第1章2節 自分達と同族か?
「ねえねえ、リンド。A地区を知らないのなら、行って見ると良いよ。経験値って大事だと、あたいもやっと分かって来た所なんだ。だって、もうリンドもコモリゴンを倒したんだから、A地区にも行ってきなよ」
「それは、そうした方が良いのかな・・でもさ、アカネっち、お前も経験値の事を言うのなら、俺と一緒にこのB地区の怪物達と一戦を交えとかなきゃ、どっちが先かなんて関係無い気もするんだがなあ・・それより何よりさあ、こうしてやっと話が出来る者に出会ったんだ。ここは一緒にこの地区の怪物と闘わないか?俺はまだ5戦しかやっていないし、5戦とも食われたんだよな」
「何!それ・・弱わっちいじゃん!きゃはは」
アカネは笑うのだった。しかし、リンドウも食われて再生する所はどうやら同じらしいし、ワクイに復活させられたらしい残り二人にも出会えば、記憶も戻るかも知れないと言う事だし、もしその二人に出会って、シンタ達を敵と認識したら、無益な闘いなっちまうんじゃ無いかと言う。それは、確かだなと、シンタも頷くのであった。
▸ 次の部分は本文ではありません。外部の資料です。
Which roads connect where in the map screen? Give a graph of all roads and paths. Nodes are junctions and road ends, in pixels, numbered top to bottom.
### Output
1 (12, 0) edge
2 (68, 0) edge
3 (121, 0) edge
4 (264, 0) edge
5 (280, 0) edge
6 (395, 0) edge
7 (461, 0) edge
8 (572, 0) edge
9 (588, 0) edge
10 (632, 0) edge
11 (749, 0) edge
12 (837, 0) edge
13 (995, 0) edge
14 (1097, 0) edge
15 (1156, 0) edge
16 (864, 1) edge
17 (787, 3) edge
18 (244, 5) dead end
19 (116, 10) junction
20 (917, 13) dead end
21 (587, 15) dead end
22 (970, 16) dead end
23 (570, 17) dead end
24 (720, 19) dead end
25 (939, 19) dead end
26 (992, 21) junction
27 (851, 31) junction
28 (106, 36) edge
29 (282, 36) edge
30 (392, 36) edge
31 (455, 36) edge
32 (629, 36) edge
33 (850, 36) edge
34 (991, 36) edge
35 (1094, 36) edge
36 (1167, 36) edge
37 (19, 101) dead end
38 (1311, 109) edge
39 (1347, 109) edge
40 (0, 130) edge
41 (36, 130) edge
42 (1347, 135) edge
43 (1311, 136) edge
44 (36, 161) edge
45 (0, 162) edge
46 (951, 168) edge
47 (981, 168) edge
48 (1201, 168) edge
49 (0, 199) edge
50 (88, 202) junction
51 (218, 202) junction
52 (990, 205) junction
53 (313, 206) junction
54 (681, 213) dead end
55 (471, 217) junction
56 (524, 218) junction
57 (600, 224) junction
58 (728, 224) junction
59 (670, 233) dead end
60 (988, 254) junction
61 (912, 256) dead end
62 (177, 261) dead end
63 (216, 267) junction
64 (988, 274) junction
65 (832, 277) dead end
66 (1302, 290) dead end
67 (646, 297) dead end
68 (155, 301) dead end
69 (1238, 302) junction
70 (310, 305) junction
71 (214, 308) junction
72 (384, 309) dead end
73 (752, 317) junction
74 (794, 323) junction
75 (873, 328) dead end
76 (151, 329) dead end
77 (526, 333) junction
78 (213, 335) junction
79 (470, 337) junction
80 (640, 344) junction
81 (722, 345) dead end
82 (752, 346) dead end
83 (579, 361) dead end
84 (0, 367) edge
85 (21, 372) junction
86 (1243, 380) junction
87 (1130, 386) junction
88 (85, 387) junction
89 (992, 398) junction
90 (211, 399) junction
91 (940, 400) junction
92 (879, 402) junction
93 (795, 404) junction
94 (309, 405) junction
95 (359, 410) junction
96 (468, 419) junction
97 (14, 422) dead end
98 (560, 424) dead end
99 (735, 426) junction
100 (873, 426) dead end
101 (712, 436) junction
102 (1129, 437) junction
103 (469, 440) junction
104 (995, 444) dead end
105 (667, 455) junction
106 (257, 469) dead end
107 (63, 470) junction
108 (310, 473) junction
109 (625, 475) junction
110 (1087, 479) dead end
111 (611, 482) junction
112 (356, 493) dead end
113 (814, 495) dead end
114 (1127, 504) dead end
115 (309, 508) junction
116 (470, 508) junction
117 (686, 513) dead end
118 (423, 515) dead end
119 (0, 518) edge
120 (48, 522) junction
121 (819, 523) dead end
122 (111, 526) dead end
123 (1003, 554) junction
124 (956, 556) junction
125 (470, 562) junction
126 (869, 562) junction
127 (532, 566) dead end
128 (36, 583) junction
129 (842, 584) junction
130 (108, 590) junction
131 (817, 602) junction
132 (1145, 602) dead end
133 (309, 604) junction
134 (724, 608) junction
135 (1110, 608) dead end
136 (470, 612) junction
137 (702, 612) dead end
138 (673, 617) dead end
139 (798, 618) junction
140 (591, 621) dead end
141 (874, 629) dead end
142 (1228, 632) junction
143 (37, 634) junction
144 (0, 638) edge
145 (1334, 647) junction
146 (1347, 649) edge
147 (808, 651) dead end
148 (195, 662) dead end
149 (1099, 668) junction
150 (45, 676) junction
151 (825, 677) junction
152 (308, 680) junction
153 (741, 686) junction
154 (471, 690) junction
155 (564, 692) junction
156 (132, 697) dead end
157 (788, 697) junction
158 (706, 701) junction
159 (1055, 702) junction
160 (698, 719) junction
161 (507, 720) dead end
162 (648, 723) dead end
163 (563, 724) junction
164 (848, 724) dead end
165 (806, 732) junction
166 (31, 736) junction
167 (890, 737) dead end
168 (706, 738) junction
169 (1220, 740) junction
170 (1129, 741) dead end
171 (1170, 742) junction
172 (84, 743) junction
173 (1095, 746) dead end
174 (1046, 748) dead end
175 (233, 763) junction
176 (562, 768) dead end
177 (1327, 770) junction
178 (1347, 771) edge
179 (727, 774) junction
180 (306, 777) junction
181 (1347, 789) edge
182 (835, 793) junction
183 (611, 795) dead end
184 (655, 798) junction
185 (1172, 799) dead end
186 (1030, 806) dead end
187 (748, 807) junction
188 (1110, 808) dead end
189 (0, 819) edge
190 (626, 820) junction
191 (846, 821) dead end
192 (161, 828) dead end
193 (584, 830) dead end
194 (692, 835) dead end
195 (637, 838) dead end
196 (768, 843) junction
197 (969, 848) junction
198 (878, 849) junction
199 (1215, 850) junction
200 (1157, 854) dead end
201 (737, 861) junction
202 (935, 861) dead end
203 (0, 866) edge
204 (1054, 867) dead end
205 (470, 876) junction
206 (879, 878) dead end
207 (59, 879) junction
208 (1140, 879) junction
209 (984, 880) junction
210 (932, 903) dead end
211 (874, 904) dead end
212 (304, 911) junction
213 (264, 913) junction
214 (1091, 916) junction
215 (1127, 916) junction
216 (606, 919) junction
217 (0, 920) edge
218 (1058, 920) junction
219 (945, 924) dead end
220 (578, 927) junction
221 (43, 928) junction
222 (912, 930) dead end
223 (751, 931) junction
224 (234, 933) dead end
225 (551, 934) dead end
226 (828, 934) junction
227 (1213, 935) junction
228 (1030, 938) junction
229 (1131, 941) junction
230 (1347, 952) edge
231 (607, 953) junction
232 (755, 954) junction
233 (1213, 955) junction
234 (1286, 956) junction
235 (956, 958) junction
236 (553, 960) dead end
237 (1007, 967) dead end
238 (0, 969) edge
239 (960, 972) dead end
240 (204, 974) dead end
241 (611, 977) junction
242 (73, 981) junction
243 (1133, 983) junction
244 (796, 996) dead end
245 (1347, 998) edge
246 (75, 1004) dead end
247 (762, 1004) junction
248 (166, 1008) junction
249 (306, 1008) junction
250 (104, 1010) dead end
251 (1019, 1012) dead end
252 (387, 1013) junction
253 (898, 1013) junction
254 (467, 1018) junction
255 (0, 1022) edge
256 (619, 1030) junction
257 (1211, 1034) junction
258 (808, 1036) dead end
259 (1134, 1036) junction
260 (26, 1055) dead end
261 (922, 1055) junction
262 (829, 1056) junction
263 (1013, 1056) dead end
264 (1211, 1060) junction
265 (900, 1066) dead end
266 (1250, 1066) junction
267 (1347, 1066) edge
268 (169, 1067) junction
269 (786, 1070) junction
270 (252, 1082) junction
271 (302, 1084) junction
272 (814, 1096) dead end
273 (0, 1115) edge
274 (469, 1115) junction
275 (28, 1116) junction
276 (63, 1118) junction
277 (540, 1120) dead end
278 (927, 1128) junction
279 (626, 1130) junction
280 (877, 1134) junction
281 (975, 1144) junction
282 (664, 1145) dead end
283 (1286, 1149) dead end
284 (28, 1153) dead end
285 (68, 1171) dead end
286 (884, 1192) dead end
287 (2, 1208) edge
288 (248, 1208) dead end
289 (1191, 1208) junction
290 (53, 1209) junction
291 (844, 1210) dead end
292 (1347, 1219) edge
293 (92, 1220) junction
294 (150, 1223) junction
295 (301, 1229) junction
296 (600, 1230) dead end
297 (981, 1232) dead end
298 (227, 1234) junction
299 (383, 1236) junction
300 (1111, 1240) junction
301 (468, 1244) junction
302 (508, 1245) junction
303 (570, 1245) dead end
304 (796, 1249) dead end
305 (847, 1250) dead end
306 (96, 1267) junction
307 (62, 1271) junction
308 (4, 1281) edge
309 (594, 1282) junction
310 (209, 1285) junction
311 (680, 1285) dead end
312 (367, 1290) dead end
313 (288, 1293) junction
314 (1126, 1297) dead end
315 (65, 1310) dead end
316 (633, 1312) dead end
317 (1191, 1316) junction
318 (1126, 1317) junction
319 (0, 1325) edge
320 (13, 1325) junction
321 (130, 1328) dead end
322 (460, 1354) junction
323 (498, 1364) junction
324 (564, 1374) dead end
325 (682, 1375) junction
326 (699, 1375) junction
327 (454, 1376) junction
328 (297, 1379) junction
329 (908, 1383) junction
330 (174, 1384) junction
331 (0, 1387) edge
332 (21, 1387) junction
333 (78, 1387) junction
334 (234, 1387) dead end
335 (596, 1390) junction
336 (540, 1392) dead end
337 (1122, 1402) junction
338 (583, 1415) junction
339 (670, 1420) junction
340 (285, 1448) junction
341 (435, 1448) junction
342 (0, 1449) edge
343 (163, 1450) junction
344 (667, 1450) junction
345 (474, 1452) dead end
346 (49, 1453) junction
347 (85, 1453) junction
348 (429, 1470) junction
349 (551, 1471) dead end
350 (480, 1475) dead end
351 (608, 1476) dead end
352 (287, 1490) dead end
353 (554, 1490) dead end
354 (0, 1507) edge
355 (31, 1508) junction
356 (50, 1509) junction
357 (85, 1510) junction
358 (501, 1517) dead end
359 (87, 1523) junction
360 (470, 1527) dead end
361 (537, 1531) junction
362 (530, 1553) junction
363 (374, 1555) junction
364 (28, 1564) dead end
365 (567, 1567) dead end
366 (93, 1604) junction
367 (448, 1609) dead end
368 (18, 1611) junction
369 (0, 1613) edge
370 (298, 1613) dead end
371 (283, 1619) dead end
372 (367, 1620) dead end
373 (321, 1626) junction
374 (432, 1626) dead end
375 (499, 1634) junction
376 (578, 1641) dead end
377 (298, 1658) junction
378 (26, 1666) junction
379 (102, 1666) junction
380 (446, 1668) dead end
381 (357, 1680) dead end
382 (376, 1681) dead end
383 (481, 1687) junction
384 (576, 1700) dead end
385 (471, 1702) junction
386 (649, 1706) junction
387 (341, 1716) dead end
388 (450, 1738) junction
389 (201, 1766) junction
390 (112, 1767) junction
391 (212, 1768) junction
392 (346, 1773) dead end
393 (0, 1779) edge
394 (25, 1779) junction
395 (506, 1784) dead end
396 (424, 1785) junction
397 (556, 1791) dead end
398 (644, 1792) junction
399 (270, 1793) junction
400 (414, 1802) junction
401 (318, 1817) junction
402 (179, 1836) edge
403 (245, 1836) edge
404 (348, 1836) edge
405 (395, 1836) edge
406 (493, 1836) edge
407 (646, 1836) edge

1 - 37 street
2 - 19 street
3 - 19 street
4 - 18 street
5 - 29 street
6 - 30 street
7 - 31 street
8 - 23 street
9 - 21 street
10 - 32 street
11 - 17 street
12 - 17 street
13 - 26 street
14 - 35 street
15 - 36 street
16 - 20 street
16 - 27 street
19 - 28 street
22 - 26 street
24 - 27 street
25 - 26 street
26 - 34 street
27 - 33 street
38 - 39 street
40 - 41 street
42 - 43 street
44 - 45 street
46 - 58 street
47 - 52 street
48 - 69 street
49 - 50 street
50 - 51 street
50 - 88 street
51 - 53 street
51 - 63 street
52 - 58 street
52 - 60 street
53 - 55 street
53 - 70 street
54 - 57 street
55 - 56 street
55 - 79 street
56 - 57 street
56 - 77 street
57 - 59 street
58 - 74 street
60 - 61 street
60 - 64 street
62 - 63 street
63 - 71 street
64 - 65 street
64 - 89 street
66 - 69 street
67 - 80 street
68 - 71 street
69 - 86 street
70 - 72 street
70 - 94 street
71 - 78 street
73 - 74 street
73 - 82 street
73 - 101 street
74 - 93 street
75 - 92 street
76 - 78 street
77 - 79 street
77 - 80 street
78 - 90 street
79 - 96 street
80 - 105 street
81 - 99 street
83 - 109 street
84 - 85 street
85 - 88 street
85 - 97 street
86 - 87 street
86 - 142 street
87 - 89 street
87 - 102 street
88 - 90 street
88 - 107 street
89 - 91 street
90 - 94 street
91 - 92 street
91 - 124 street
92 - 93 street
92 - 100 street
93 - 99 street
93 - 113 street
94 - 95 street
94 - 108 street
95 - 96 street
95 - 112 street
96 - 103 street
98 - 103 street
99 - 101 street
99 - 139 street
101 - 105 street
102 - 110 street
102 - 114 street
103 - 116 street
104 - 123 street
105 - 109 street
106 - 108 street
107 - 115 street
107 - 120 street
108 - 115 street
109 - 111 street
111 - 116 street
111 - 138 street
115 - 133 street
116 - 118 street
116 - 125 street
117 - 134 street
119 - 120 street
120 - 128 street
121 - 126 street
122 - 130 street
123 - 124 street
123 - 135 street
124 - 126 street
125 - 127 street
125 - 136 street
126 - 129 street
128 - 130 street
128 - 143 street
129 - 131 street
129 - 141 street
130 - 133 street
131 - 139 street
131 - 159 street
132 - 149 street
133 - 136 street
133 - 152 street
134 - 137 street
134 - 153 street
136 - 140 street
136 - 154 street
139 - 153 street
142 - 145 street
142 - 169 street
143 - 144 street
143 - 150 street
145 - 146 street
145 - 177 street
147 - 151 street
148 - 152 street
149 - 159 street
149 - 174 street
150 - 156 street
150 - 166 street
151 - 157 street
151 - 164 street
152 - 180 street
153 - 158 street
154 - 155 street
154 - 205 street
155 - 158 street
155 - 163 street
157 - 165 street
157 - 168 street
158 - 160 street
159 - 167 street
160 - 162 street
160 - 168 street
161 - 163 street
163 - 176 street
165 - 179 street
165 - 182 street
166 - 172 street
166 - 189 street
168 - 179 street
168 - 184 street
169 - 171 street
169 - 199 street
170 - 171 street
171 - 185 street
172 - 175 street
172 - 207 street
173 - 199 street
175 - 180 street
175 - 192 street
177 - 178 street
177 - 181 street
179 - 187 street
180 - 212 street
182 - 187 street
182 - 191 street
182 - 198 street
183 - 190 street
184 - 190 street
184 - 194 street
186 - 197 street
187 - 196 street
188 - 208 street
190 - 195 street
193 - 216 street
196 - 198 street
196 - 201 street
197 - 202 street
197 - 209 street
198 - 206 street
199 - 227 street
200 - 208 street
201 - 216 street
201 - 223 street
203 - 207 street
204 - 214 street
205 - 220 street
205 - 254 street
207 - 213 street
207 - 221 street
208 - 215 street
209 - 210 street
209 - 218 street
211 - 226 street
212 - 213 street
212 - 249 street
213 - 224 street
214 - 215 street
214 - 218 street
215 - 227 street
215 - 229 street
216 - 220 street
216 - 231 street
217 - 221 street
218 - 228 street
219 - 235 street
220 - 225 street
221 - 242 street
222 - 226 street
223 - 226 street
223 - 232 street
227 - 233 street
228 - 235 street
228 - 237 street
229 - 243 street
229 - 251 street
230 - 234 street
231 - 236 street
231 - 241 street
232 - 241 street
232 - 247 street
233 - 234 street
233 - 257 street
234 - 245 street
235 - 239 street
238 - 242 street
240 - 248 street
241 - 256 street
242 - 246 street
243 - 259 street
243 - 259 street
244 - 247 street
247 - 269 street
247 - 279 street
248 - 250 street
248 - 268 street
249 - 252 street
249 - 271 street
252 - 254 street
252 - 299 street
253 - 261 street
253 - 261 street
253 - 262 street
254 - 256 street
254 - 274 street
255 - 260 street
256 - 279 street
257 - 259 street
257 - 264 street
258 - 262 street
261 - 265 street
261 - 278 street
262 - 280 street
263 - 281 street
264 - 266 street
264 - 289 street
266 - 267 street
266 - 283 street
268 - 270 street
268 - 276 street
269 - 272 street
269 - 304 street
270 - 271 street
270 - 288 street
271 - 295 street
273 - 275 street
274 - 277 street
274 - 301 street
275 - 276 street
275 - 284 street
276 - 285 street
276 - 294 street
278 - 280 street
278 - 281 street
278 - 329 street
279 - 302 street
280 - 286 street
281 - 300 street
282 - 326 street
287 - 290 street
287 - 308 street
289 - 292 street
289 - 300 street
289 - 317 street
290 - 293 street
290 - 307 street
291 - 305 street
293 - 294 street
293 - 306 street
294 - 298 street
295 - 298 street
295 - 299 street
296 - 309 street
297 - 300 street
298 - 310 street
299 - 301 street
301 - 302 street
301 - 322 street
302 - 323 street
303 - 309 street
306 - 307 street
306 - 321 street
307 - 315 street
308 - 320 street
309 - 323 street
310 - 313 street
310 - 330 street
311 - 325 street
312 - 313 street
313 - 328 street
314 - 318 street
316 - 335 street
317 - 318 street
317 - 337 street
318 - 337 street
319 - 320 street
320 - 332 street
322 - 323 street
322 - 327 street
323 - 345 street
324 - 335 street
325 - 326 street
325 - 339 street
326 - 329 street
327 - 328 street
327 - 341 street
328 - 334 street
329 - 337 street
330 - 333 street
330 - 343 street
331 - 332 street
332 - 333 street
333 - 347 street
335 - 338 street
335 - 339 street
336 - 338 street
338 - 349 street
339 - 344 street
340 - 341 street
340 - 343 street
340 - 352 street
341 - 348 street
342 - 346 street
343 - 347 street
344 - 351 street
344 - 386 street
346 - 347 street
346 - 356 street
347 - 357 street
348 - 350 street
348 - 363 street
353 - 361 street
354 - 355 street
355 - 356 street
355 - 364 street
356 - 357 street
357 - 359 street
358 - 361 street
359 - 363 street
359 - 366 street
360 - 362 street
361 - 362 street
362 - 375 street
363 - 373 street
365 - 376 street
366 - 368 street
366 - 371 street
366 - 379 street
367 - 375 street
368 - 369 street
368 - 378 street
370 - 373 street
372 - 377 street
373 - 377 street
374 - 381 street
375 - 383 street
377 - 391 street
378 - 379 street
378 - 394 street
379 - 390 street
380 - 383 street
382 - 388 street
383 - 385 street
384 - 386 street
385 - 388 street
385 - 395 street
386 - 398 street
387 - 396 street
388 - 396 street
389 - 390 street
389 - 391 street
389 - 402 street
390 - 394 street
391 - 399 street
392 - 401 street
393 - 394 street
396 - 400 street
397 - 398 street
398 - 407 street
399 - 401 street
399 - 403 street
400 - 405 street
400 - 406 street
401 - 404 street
リンドウは頭が悪い奴じゃないと思った。食われた事にも戦略があったようだし、その怪物達の腹の中で、相手の弱点を見つけて破った事には同じ戦法を取ったようだ。一つだけ自分達と違うのは、痛いとか感じた事は全く無いようだ。つまり、こいつには痛感神経と言うものが無さそうなのだ。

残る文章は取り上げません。